In this example, you create a Resource Pool named “PoolName” with a minimum and maximum CPU and memory percentage set to 0 and 100, respectively. You can adjust these values as per your requirements.

  1. Create a Workload Group: A workload group defines a set of requests or queries that share the same resource requirements. To create a workload group, use the following syntax:
CREATE WORKLOAD GROUP [GroupName] USING [PoolName];

In this example, you create a workload group named “GroupName” that uses the Resource Pool created in step 2.

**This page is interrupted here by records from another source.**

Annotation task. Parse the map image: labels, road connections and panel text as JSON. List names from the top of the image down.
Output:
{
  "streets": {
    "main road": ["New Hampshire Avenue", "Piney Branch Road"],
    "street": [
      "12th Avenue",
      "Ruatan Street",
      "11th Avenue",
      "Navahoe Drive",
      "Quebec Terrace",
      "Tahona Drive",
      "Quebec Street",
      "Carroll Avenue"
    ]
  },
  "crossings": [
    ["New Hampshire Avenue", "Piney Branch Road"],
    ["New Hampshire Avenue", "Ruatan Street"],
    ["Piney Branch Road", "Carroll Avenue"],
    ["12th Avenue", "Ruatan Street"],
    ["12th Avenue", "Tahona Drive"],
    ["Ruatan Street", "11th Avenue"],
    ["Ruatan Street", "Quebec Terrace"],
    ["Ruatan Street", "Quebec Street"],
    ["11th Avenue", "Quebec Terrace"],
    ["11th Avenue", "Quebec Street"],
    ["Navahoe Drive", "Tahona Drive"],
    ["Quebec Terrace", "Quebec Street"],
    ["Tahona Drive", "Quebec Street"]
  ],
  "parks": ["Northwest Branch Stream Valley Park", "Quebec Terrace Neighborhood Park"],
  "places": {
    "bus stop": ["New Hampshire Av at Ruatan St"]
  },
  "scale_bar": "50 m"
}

  1. Create a Classifier Function: A classifier function maps a connection or session to a workload group based on predefined criteria. To create a classifier function, use the following syntax:
CREATE FUNCTION [ClassifierFunction] ()
RETURNS SYSNAME
WITH SCHEMABINDING
AS
BEGIN
    DECLARE @GroupName SYSNAME
    IF (some_condition)
        SET @GroupName = 'GroupName1'
    ELSE
        SET @GroupName = 'GroupName2'
    RETURN @GroupName
END

In this example, you create a classifier function that returns a group name based on a condition. You can define multiple conditions and assign different workload groups accordingly.

  1. Configure Resource Governor: Finally, configure the Resource Governor to use the classifier function. To do this, run the following command:
ALTER RESOURCE GOVERNOR WITH (CLASSIFIER_FUNCTION = [ClassifierFunction]);

In this example, you assign the classifier function created in step 4 to the Resource Governor.

Once you have completed these steps, SQL Server Resource Governor is configured and ready to use. You can monitor the Resource Governor using the “sys.dm_resource_governor” DMV and make adjustments as needed to optimize performance.